▸ EXERCISE DIRECTIONS:
Every entry below must be repeated exactly; skip the pictures.
───── PROVIDED RECORDS
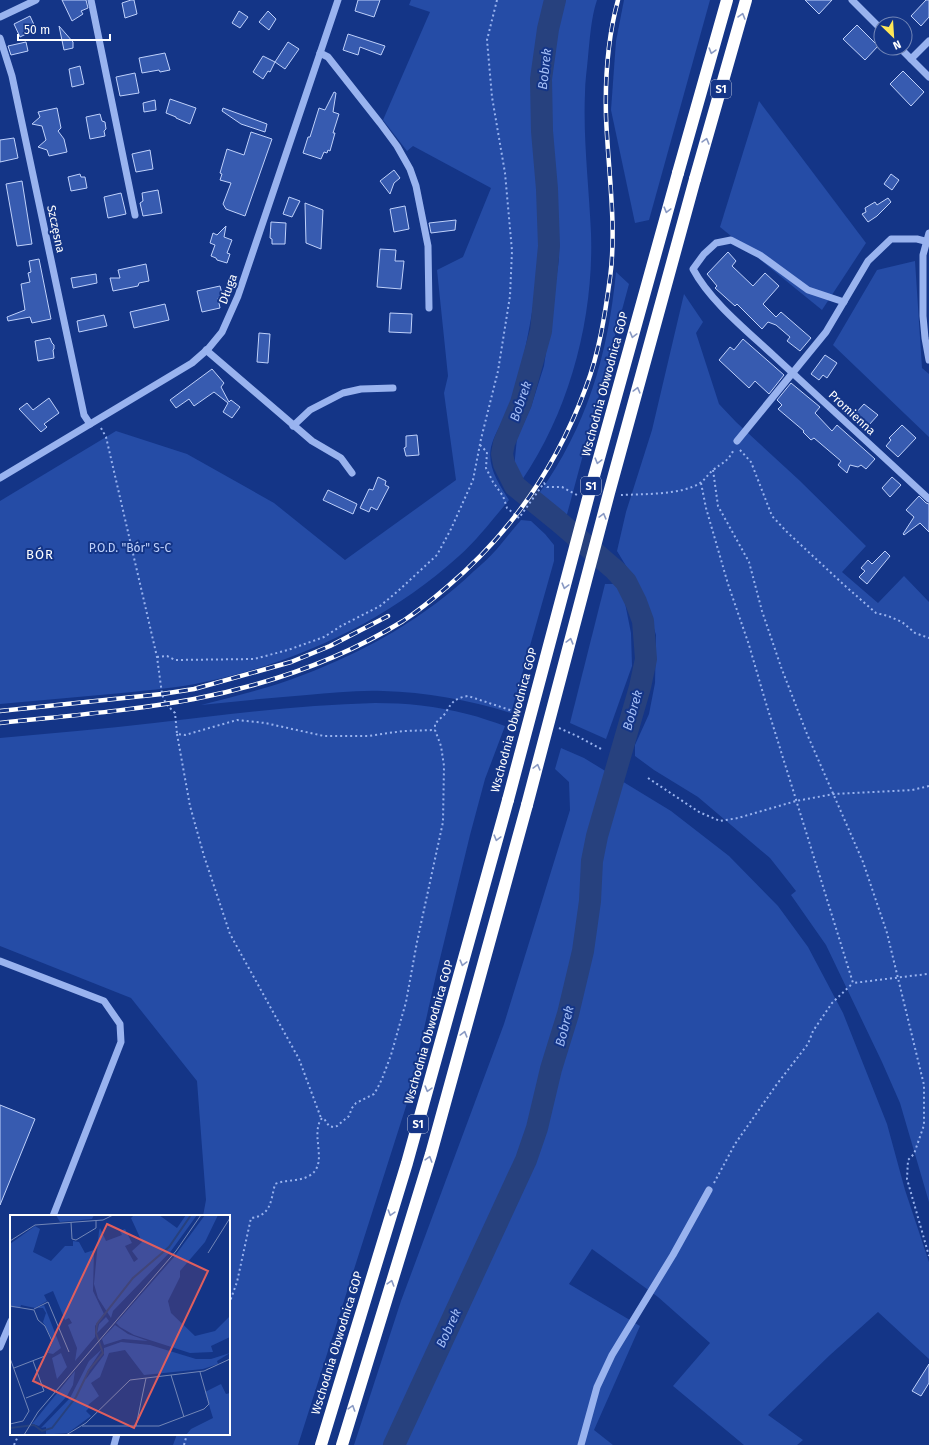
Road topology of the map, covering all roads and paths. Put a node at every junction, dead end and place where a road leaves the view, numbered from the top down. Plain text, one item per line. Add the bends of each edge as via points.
1 (36, 0) edge
2 (91, 0) edge
3 (338, 0) edge
4 (497, 0) edge
5 (727, 0) edge
6 (746, 0) edge
7 (852, 0) edge
8 (0, 17) edge
9 (873, 21) edge
10 (0, 38) edge
11 (929, 41) edge
12 (320, 53) junction
13 (907, 56) edge
14 (911, 60) junction
15 (929, 77) edge
16 (135, 215) dead end
17 (929, 233) edge
18 (927, 241) edge
19 (844, 302) junction
20 (429, 308) dead end
21 (206, 350) junction
22 (929, 360) edge
23 (792, 373) junction
24 (393, 388) dead end
25 (97, 420) junction
26 (90, 424) junction
27 (293, 426) junction
28 (737, 441) junction
29 (480, 446) junction
30 (713, 470) junction
31 (352, 473) dead end
32 (0, 478) edge
33 (701, 483) junction
34 (583, 495) dead end
35 (620, 495) dead end
36 (929, 499) edge
37 (929, 638) edge
38 (157, 657) junction
39 (525, 715) dead end
40 (554, 727) dead end
41 (436, 730) junction
42 (177, 734) junction
43 (603, 750) dead end
44 (648, 778) dead end
45 (929, 786) edge
46 (834, 794) junction
47 (796, 801) junction
48 (0, 960) edge
49 (929, 975) edge
50 (898, 977) junction
51 (853, 983) junction
52 (322, 1118) junction
53 (709, 1190) joint
54 (53, 1215) edge
55 (929, 1256) edge
56 (230, 1301) edge
57 (10, 1323) edge
58 (0, 1347) edge
59 (19, 1435) edge
60 (117, 1435) edge
61 (187, 1435) edge
62 (14, 1445) edge
63 (114, 1445) edge
64 (184, 1445) edge
65 (321, 1445) edge
66 (342, 1445) edge
67 (581, 1445) edge

1 - 8 street
2 - 16 street
3 - 12 street, Długa
4 - 29 path via 487,40 492,97 505,173 512,251 510,296 504,335
5 -> 65 highway, Wschodnia Obwodnica GOP / S1, bridge via 409,1155
66 -> 6 highway, S1, bridge via 431,1154 609,493
7 - 9 street
10 - 26 street, Szczęsna via 12,76 84,415
11 - 14 street
12 - 20 street via 328,57 380,123 410,169 418,192 428,246
12 - 21 street, Długa via 238,296 222,332
13 - 14 street
14 - 15 street
17 - 18 street
18 - 19 street via 891,239 868,260
18 - 22 street via 923,255 923,316
19 - 23 street via 826,332
19 - 23 street, Promienna via 808,290 760,255 731,240 716,243 693,269 720,304
21 - 25 street, Długa via 192,363
21 - 27 street
23 - 28 street
23 - 36 street, Promienna
24 - 27 street via 360,389 343,393 310,410
25 - 26 street, Długa
25 - 38 path via 106,437
26 - 32 street, Długa
27 - 31 street via 341,458
28 - 30 path via 730,457
28 - 37 path via 740,451 751,462 772,516 782,527 876,613 902,622 915,633
29 - 34 path via 487,452 486,468 503,496 507,508 519,518 544,483 547,487 562,487 575,495
29 - 38 path via 473,480 437,555 380,606 324,637 254,659 175,660 167,656
30 - 33 path
30 - 46 path via 718,506 749,562 781,667 806,734
33 - 35 path via 680,491
33 - 47 path via 728,584
38 - 42 path via 162,694 166,704 175,713
39 - 41 path via 468,696 461,697 453,701 435,724
40 - 43 path
41 - 42 path via 368,736 324,736 265,723 237,720 186,735
41 - 52 path via 444,766 442,822 406,1002 391,1055 374,1094 356,1103 349,1116 337,1126 329,1126
42 - 52 path via 190,806 230,934 299,1059
44 - 47 path via 700,812 720,821
45 - 46 path via 912,790
46 - 47 path
46 - 50 path via 863,862 887,933
47 - 51 path
48 - 54 street via 104,1001 120,1024 121,1042
49 - 50 path
50 - 51 path
50 - 55 path via 924,1085 924,1125 914,1154 908,1160 907,1180
51 - 53 path via 832,1003 813,1031 808,1044 735,1144
52 - 56 path via 318,1122 319,1164 316,1169 311,1175 299,1180 276,1184 267,1211 259,1217 251,1218 237,1282
53 - 67 street via 673,1255 612,1354 597,1387
57 - 58 street
59 - 62 path
60 - 63 street
61 - 64 path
──────────
▸ OUTPUT FOR THIS EXERCISE:
Road topology of the map, covering all roads and paths. Put a node at every junction, dead end and place where a road leaves the view, numbered from the top down. Plain text, one item per line. Add the bends of each edge as via points.
1 (36, 0) edge
2 (91, 0) edge
3 (338, 0) edge
4 (497, 0) edge
5 (727, 0) edge
6 (746, 0) edge
7 (852, 0) edge
8 (0, 17) edge
9 (873, 21) edge
10 (0, 38) edge
11 (929, 41) edge
12 (320, 53) junction
13 (907, 56) edge
14 (911, 60) junction
15 (929, 77) edge
16 (135, 215) dead end
17 (929, 233) edge
18 (927, 241) edge
19 (844, 302) junction
20 (429, 308) dead end
21 (206, 350) junction
22 (929, 360) edge
23 (792, 373) junction
24 (393, 388) dead end
25 (97, 420) junction
26 (90, 424) junction
27 (293, 426) junction
28 (737, 441) junction
29 (480, 446) junction
30 (713, 470) junction
31 (352, 473) dead end
32 (0, 478) edge
33 (701, 483) junction
34 (583, 495) dead end
35 (620, 495) dead end
36 (929, 499) edge
37 (929, 638) edge
38 (157, 657) junction
39 (525, 715) dead end
40 (554, 727) dead end
41 (436, 730) junction
42 (177, 734) junction
43 (603, 750) dead end
44 (648, 778) dead end
45 (929, 786) edge
46 (834, 794) junction
47 (796, 801) junction
48 (0, 960) edge
49 (929, 975) edge
50 (898, 977) junction
51 (853, 983) junction
52 (322, 1118) junction
53 (709, 1190) joint
54 (53, 1215) edge
55 (929, 1256) edge
56 (230, 1301) edge
57 (10, 1323) edge
58 (0, 1347) edge
59 (19, 1435) edge
60 (117, 1435) edge
61 (187, 1435) edge
62 (14, 1445) edge
63 (114, 1445) edge
64 (184, 1445) edge
65 (321, 1445) edge
66 (342, 1445) edge
67 (581, 1445) edge

1 - 8 street
2 - 16 street
3 - 12 street, Długa
4 - 29 path via 487,40 492,97 505,173 512,251 510,296 504,335
5 -> 65 highway, Wschodnia Obwodnica GOP / S1, bridge via 409,1155
66 -> 6 highway, S1, bridge via 431,1154 609,493
7 - 9 street
10 - 26 street, Szczęsna via 12,76 84,415
11 - 14 street
12 - 20 street via 328,57 380,123 410,169 418,192 428,246
12 - 21 street, Długa via 238,296 222,332
13 - 14 street
14 - 15 street
17 - 18 street
18 - 19 street via 891,239 868,260
18 - 22 street via 923,255 923,316
19 - 23 street via 826,332
19 - 23 street, Promienna via 808,290 760,255 731,240 716,243 693,269 720,304
21 - 25 street, Długa via 192,363
21 - 27 street
23 - 28 street
23 - 36 street, Promienna
24 - 27 street via 360,389 343,393 310,410
25 - 26 street, Długa
25 - 38 path via 106,437
26 - 32 street, Długa
27 - 31 street via 341,458
28 - 30 path via 730,457
28 - 37 path via 740,451 751,462 772,516 782,527 876,613 902,622 915,633
29 - 34 path via 487,452 486,468 503,496 507,508 519,518 544,483 547,487 562,487 575,495
29 - 38 path via 473,480 437,555 380,606 324,637 254,659 175,660 167,656
30 - 33 path
30 - 46 path via 718,506 749,562 781,667 806,734
33 - 35 path via 680,491
33 - 47 path via 728,584
38 - 42 path via 162,694 166,704 175,713
39 - 41 path via 468,696 461,697 453,701 435,724
40 - 43 path
41 - 42 path via 368,736 324,736 265,723 237,720 186,735
41 - 52 path via 444,766 442,822 406,1002 391,1055 374,1094 356,1103 349,1116 337,1126 329,1126
42 - 52 path via 190,806 230,934 299,1059
44 - 47 path via 700,812 720,821
45 - 46 path via 912,790
46 - 47 path
46 - 50 path via 863,862 887,933
47 - 51 path
48 - 54 street via 104,1001 120,1024 121,1042
49 - 50 path
50 - 51 path
50 - 55 path via 924,1085 924,1125 914,1154 908,1160 907,1180
51 - 53 path via 832,1003 813,1031 808,1044 735,1144
52 - 56 path via 318,1122 319,1164 316,1169 311,1175 299,1180 276,1184 267,1211 259,1217 251,1218 237,1282
53 - 67 street via 673,1255 612,1354 597,1387
57 - 58 street
59 - 62 path
60 - 63 street
61 - 64 path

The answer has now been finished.